SI = (P × R ×T) / 100

= (20000 × 10 ×1) / 100
= Rs 2000

Total Amount that Rajesh has to pay to the bank at the end of the year

Amount = Principal + Simple Interest

= 20000 + 2000
= Rs 22,000

Example 2: A person borrowed Rs 60,000 for 4 years at the rate of 2.5% per annum. Find the interest accumulated at the end of 4 years.

Solution:

Given,

Principal = Rs 60,000
Rate of Interest = 2.5 %
Time  = 4 years

SI = (P × R ×T) / 100

= ( 60,000 × 2.5 × 4 ) / 100
= Rs 6000

Example 3: A person pays Rs 8000 as an amount on the sum of Rs 6000 that he had borrowed for 3 years. What will be the rate of interest?

Solution:

A = Rs 8000
P = Rs 6000

Amount = Principal  + Simple Interest

SI = A – P

= 8000 – 6000
= Rs 2000

Time (t) = 3 years
Rate (R) = ?

SI = (P × R ×T) / 100

R = (SI ×100) /(P× T)

R = (2000 × 100 /(6000 × 3)
= 11.11 %

Thus, the rate of interest R is 11.11 %

Example 4: If the principal is Rs 50,000, and the rate of interest is 10% per annum for a period of 4 years. What will be the total amount?

Solution:

Given

Principal = Rs 50000
Rate of Interest (r) = 10 %
Time period (t) = 4

Amount = Principal + Simple Interest

= P + PRT
= P(1 + RT)

= 50000 {1 + (10/100) × 4}
= 50000 {1+ 40/100}
= 50000 × 140/100
= 70000

Total amount will be Rs 70000.

Example 5: If the principal amount is Rs 5000 and the time is 2 years and the simple interest is Rs 4000 what will be the rate of interest?

Solution:

Given

Principal = Rs 5000
Time = 2
Simple Interest = 4000

SI = (P × R × T) / 100

4000 = (5000 × R × 2) /100

4000 = (10000/100) × R

(4000 × 100) / 10000 = R

R = 400000/10000
R = 40 %

Thus, the Rate of Interest is 40 %.

## FAQs on Simple Interest

### Q1: Define Simple Interest.

The type of interest that is levied only on the principal amount and not on the aggregated interest amount is called simple interest. While calculating simple interest we do not add interest earned in the previous cycle to the amount in the next cycle.
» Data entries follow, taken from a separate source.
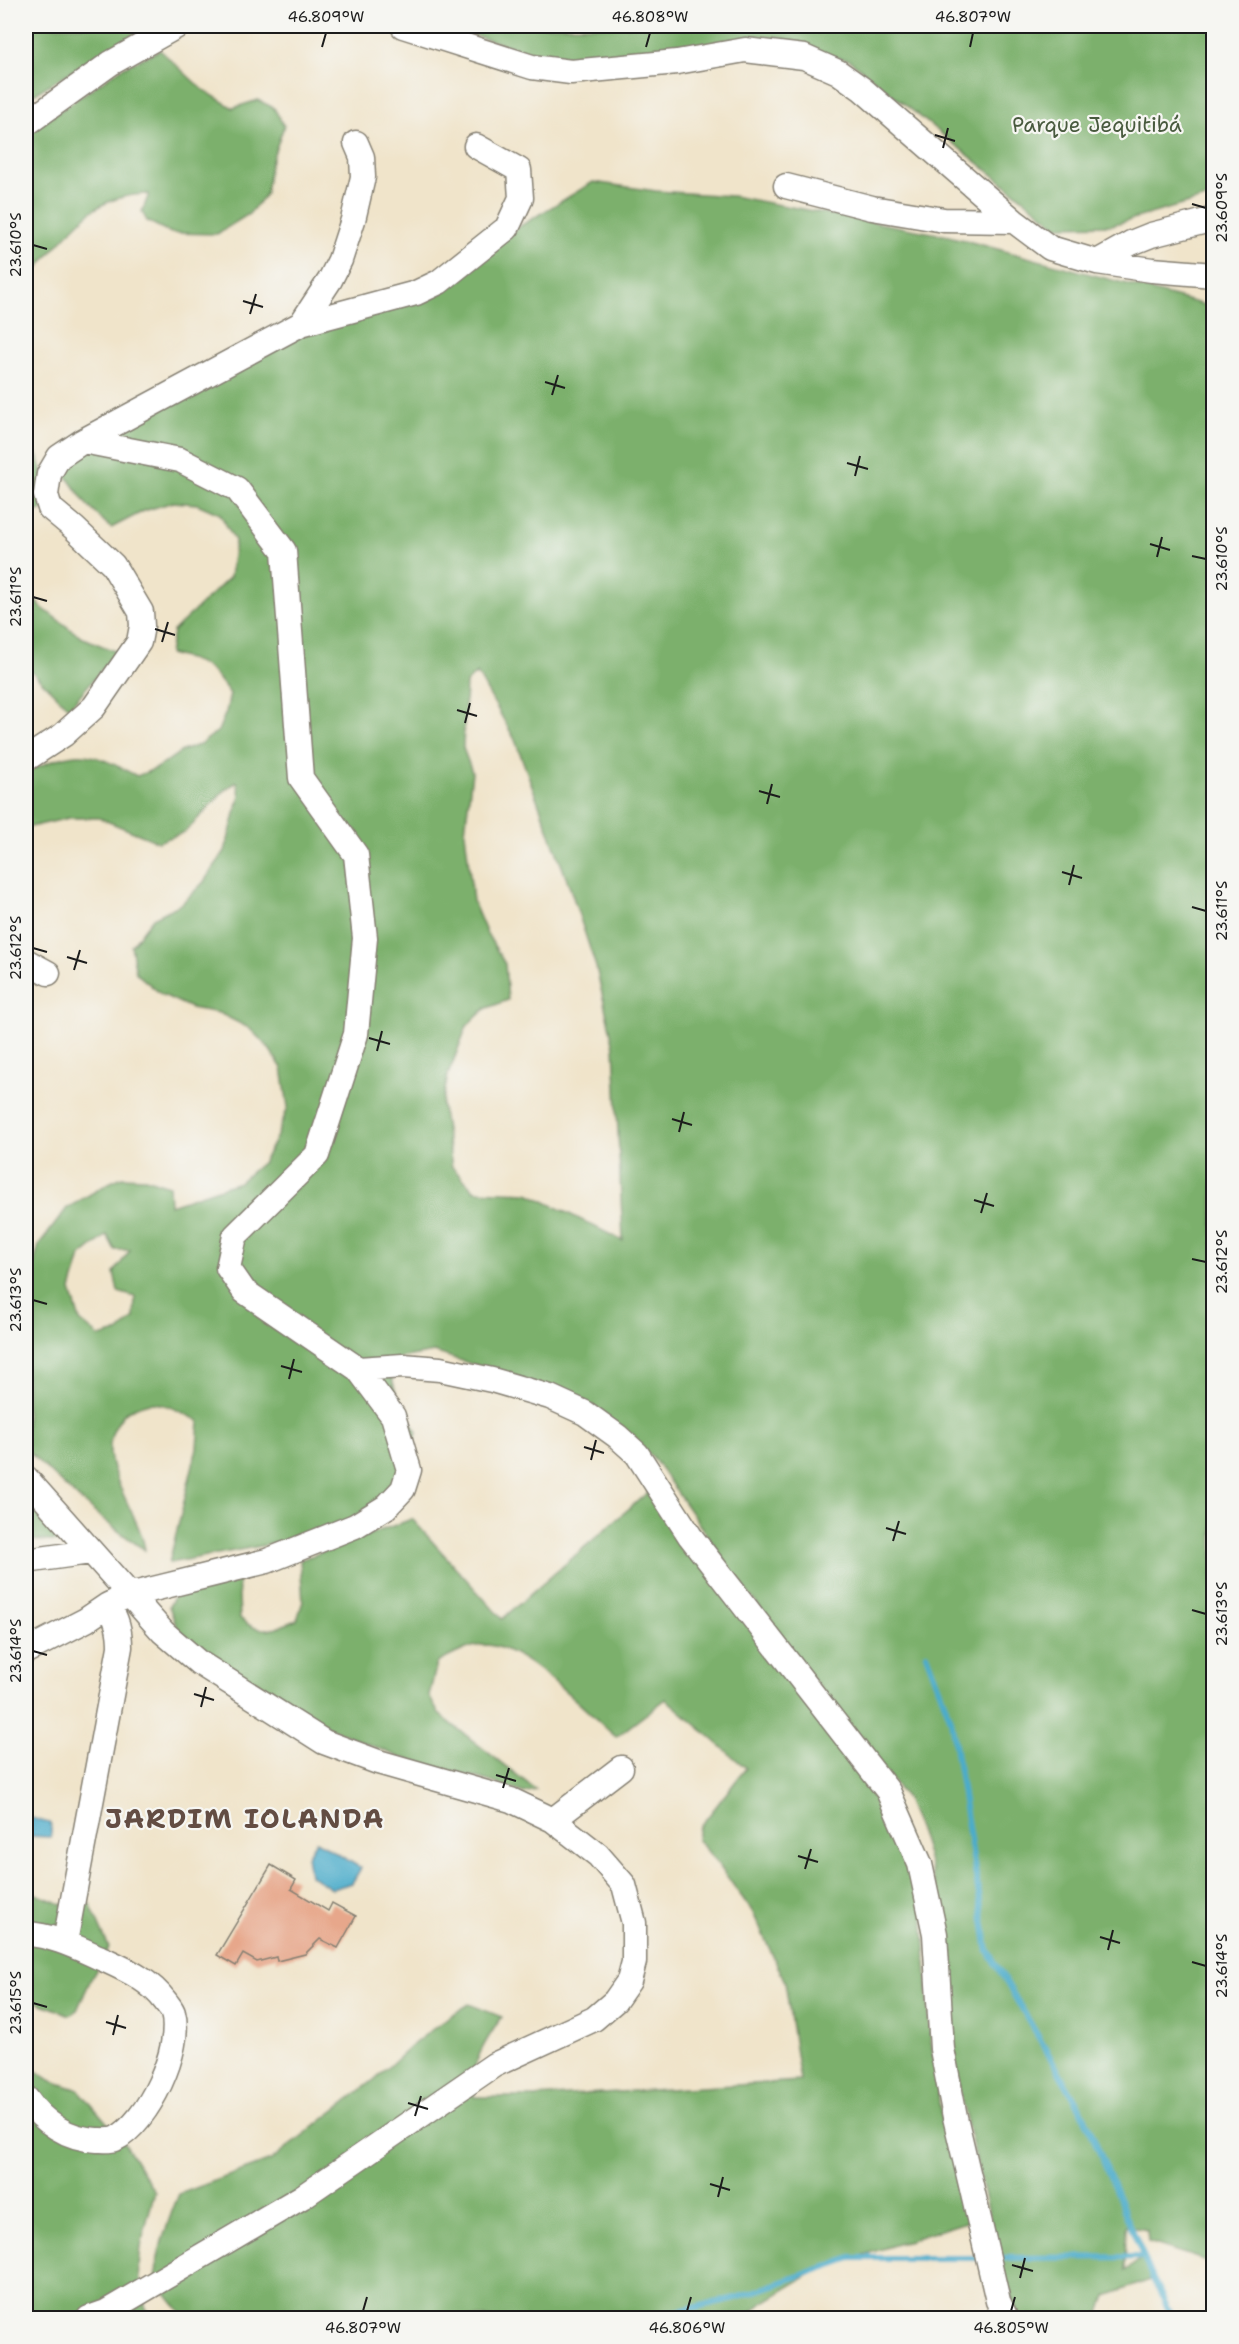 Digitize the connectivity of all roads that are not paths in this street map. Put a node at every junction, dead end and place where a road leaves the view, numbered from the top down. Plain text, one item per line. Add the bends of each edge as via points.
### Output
1 (177, 26) edge
2 (403, 26) edge
3 (26, 124) edge
4 (356, 143) dead end
5 (476, 146) dead end
6 (786, 186) dead end
7 (1214, 219) edge
8 (1020, 226) junction
9 (1097, 262) junction
10 (1214, 275) edge
11 (301, 324) junction
12 (83, 441) junction
13 (26, 759) edge
14 (26, 961) edge
15 (48, 973) dead end
16 (358, 1369) junction
17 (26, 1478) edge
18 (90, 1552) junction
19 (26, 1561) edge
20 (119, 1600) junction
21 (26, 1652) edge
22 (621, 1768) dead end
23 (553, 1820) junction
24 (26, 1934) edge
25 (65, 1942) junction
26 (26, 2098) edge
27 (1002, 2310) edge
28 (89, 2319) edge

1 - 3 street via 111,63
2 - 8 street via 532,67 571,72 677,62 745,50 804,57 862,88
4 - 11 street via 362,157 363,177 353,220 340,260
5 - 11 street via 519,170 521,198 507,228 439,282 416,293
6 - 8 street via 872,208 944,220
7 - 9 street via 1131,243
8 - 9 street via 1050,248
9 - 10 street
11 - 12 street
12 - 13 street via 59,457 49,474 46,495 50,508 113,565 141,612 142,626 139,642 94,707 63,735
12 - 16 street via 180,460 237,489 284,551 302,778 356,855 365,938 356,1034 317,1155 235,1236 228,1268 244,1291
14 - 15 street
16 - 20 street via 393,1416 409,1470 403,1489 386,1507 355,1526 267,1561
16 - 27 street via 412,1366 492,1380 550,1397 585,1413 617,1436 637,1455 690,1536 888,1791 920,1864 935,1934 942,2049
17 - 18 street
18 - 19 street
18 - 20 street
20 - 21 street
20 - 23 street via 198,1662 324,1742 378,1762 511,1800
20 - 25 street via 116,1617 120,1647
22 - 23 street
23 - 28 street via 598,1855 624,1885 634,1923 634,1962 629,1981 615,2001 594,2019 494,2065 302,2197
24 - 25 street
25 - 26 street via 132,1972 157,1990 173,2012 174,2039 167,2067 152,2101 114,2140 82,2140 51,2125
### Q2: What are Simple Interest formulas?

The formula to calculate the Simple Interest is,

SI = (P×R×T)/100

Where,

• P is the Principal amount,
• R is anuall Rate of Interest, and
• T is the Time for which principal is invested.

### Q3: What are Compound Interest formulas?

The formula to calculate the Compound Interest is,

C.I. = A – P

Where,

• A is the Amount i.e., A = P(1 + R/100)n , and
• P is the principal amount.

### Q4: Are Home Loans Simple or Compound Interest?

Usually, all the loans given by financial institutions are compound interest. So home loans are generally of compound interest type.